*** Recorded data ***

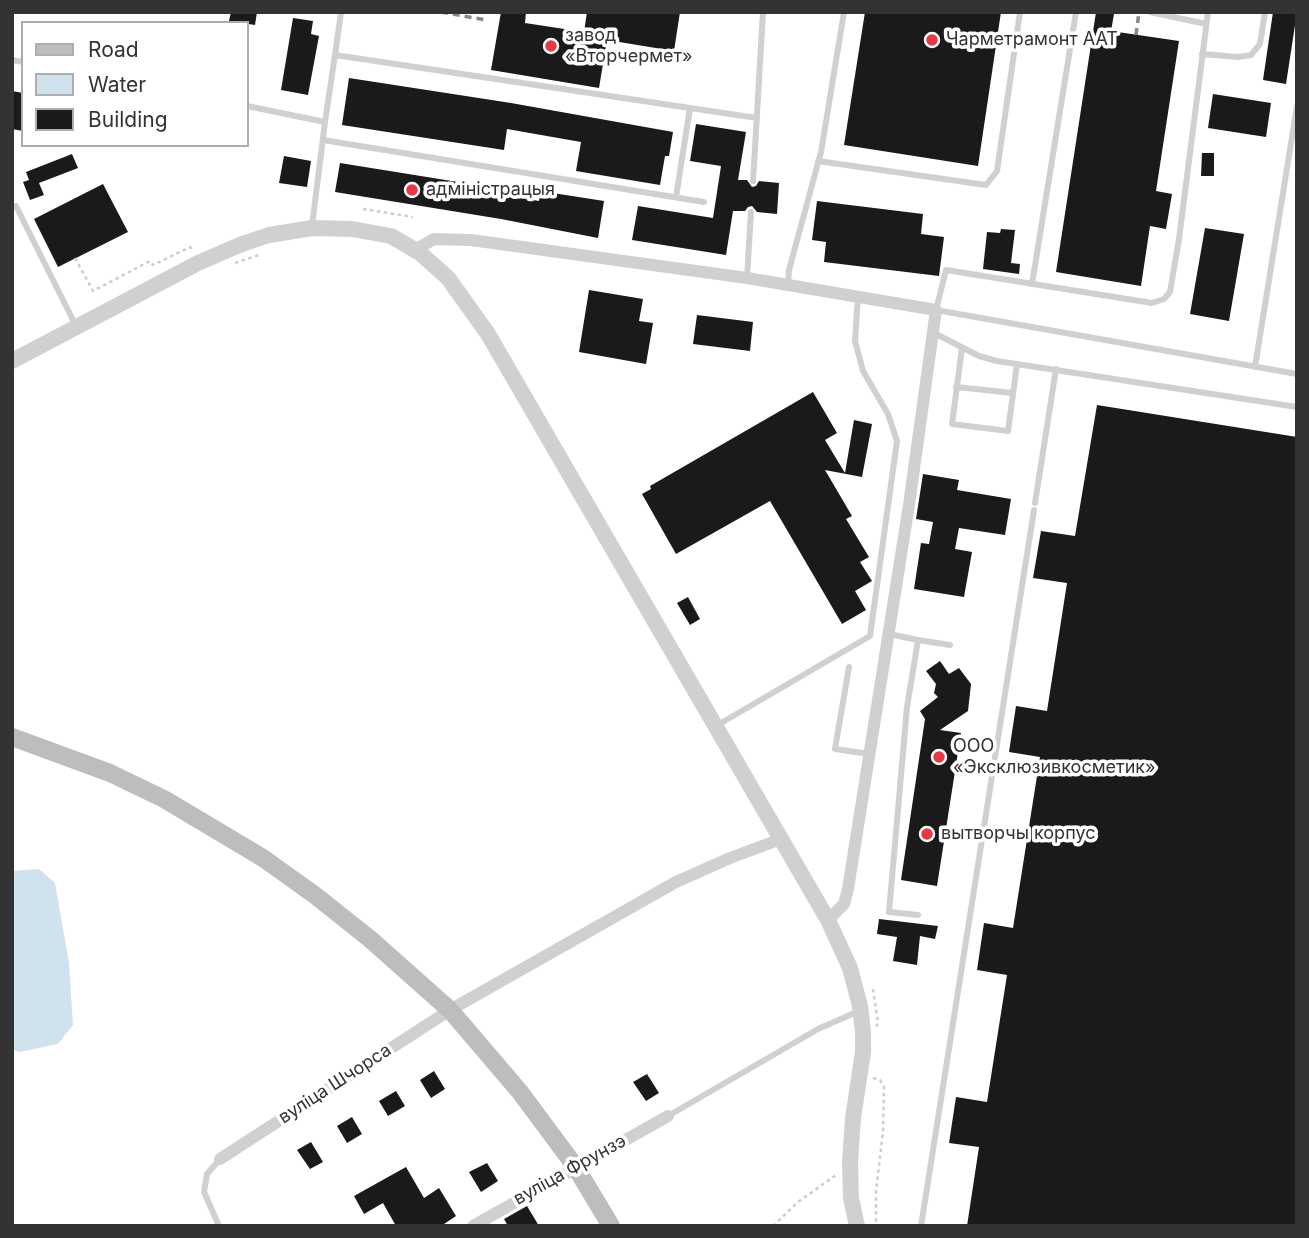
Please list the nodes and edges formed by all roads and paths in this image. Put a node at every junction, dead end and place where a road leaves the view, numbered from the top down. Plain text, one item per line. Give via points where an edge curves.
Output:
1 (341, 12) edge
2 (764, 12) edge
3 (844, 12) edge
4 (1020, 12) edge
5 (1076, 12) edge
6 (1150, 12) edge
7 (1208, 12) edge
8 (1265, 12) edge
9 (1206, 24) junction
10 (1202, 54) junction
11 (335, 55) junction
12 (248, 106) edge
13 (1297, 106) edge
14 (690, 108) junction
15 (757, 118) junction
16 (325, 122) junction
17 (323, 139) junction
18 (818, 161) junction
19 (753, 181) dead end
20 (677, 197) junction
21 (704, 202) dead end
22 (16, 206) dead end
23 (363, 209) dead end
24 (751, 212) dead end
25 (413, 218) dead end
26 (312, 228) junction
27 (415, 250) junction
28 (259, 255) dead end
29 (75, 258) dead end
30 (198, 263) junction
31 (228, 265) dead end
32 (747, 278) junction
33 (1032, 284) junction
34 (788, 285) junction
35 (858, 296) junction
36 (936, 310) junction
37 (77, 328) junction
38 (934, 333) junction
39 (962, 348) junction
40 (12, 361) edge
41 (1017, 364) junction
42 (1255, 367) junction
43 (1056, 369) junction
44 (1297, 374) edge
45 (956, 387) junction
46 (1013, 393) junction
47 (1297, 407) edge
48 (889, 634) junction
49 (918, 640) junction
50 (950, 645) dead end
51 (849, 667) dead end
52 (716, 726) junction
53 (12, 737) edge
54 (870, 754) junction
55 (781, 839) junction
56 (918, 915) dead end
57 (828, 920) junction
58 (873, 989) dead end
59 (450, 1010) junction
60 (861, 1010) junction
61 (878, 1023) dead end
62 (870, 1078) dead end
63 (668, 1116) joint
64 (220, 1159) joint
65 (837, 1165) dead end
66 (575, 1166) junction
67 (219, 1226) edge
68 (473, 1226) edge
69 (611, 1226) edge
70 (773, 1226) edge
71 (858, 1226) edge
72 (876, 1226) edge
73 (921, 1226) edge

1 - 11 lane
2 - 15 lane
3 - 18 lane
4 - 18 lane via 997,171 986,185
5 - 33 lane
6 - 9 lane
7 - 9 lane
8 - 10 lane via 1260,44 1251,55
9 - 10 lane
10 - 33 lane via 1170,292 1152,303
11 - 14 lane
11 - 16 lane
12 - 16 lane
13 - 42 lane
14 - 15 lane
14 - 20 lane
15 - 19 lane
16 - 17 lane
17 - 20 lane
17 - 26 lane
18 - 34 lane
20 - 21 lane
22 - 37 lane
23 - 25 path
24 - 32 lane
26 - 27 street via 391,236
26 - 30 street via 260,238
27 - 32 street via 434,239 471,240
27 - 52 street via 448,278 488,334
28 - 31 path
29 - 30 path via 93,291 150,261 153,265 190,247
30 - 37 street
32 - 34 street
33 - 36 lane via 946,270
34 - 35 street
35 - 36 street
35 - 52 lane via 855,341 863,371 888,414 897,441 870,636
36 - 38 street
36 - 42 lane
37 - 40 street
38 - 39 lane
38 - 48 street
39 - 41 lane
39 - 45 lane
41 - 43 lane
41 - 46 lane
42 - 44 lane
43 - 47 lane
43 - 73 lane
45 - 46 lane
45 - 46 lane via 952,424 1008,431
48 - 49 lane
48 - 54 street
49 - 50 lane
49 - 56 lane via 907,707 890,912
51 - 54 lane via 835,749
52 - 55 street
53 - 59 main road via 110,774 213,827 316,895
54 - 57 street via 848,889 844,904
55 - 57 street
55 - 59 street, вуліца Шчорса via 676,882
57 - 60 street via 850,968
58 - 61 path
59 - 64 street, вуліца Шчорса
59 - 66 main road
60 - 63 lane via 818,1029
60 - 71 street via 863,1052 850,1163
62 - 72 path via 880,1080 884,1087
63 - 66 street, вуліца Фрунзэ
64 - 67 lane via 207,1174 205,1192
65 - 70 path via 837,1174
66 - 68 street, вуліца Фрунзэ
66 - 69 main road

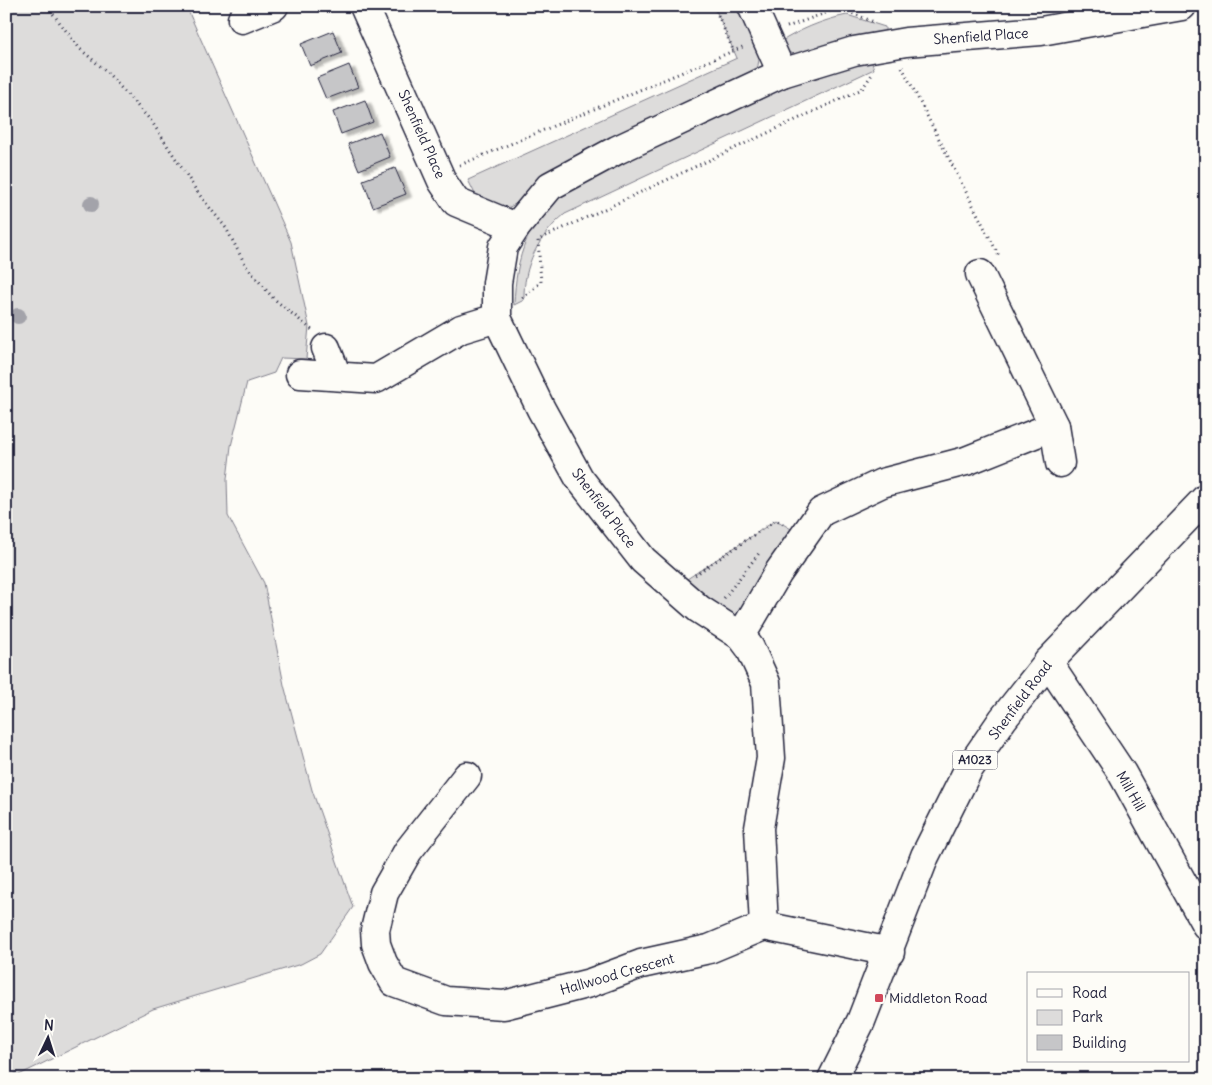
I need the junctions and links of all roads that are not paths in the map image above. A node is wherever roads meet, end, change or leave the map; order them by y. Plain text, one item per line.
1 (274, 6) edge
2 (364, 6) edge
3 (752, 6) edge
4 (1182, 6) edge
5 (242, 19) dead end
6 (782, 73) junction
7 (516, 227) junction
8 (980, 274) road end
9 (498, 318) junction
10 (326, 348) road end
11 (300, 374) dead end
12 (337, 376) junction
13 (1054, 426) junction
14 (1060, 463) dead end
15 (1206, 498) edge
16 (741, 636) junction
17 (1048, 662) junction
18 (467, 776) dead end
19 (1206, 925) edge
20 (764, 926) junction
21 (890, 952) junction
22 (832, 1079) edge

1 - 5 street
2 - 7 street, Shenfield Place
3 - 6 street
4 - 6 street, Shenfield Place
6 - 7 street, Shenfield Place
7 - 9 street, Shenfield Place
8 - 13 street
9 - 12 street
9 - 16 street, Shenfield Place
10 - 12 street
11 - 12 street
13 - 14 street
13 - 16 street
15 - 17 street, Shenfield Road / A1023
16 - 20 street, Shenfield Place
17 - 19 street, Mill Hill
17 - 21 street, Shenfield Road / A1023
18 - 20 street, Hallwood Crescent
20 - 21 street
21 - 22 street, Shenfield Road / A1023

*** End of Recorded data ***

What you are asked to do: Using the records above, copy every line that has the word "вуліца" in it.

Solution below:
55 - 59 street, вуліца Шчорса via 676,882
59 - 64 street, вуліца Шчорса
63 - 66 street, вуліца Фрунзэ
66 - 68 street, вуліца Фрунзэ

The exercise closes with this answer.